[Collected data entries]
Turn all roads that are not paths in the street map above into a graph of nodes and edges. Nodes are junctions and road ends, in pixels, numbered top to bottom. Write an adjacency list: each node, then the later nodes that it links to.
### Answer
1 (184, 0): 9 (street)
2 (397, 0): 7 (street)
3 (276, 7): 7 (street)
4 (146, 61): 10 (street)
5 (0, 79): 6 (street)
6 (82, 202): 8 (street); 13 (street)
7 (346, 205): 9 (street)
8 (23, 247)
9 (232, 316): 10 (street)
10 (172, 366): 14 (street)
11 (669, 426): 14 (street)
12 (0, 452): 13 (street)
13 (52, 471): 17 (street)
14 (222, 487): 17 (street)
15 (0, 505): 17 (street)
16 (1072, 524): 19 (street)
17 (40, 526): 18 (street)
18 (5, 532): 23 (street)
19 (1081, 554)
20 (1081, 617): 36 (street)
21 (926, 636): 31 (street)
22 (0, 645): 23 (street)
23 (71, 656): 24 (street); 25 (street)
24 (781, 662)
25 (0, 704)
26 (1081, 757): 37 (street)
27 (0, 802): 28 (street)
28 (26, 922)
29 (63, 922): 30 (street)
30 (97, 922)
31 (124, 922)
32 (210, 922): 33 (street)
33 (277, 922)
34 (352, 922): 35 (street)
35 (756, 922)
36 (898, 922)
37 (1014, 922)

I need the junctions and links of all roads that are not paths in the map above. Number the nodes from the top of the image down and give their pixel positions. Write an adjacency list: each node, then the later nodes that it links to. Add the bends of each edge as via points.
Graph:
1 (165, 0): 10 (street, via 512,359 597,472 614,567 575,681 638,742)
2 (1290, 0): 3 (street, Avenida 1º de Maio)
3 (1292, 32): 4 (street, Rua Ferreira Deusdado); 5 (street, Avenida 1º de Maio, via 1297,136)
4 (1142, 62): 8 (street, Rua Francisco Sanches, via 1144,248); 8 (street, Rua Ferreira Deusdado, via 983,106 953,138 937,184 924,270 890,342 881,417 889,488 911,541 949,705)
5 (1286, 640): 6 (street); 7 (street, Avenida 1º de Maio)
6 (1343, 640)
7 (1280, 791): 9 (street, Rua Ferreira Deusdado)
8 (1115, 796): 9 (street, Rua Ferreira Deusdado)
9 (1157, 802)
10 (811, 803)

[What the exercise asks]
Nothing may be omitted or altered; reproduce all of the entries.

[Task solution]
Turn all roads that are not paths in the street map above into a graph of nodes and edges. Nodes are junctions and road ends, in pixels, numbered top to bottom. Write an adjacency list: each node, then the later nodes that it links to.
### Answer
1 (184, 0): 9 (street)
2 (397, 0): 7 (street)
3 (276, 7): 7 (street)
4 (146, 61): 10 (street)
5 (0, 79): 6 (street)
6 (82, 202): 8 (street); 13 (street)
7 (346, 205): 9 (street)
8 (23, 247)
9 (232, 316): 10 (street)
10 (172, 366): 14 (street)
11 (669, 426): 14 (street)
12 (0, 452): 13 (street)
13 (52, 471): 17 (street)
14 (222, 487): 17 (street)
15 (0, 505): 17 (street)
16 (1072, 524): 19 (street)
17 (40, 526): 18 (street)
18 (5, 532): 23 (street)
19 (1081, 554)
20 (1081, 617): 36 (street)
21 (926, 636): 31 (street)
22 (0, 645): 23 (street)
23 (71, 656): 24 (street); 25 (street)
24 (781, 662)
25 (0, 704)
26 (1081, 757): 37 (street)
27 (0, 802): 28 (street)
28 (26, 922)
29 (63, 922): 30 (street)
30 (97, 922)
31 (124, 922)
32 (210, 922): 33 (street)
33 (277, 922)
34 (352, 922): 35 (street)
35 (756, 922)
36 (898, 922)
37 (1014, 922)

I need the junctions and links of all roads that are not paths in the map above. Number the nodes from the top of the image down and give their pixel positions. Write an adjacency list: each node, then the later nodes that it links to. Add the bends of each edge as via points.
Graph:
1 (165, 0): 10 (street, via 512,359 597,472 614,567 575,681 638,742)
2 (1290, 0): 3 (street, Avenida 1º de Maio)
3 (1292, 32): 4 (street, Rua Ferreira Deusdado); 5 (street, Avenida 1º de Maio, via 1297,136)
4 (1142, 62): 8 (street, Rua Francisco Sanches, via 1144,248); 8 (street, Rua Ferreira Deusdado, via 983,106 953,138 937,184 924,270 890,342 881,417 889,488 911,541 949,705)
5 (1286, 640): 6 (street); 7 (street, Avenida 1º de Maio)
6 (1343, 640)
7 (1280, 791): 9 (street, Rua Ferreira Deusdado)
8 (1115, 796): 9 (street, Rua Ferreira Deusdado)
9 (1157, 802)
10 (811, 803)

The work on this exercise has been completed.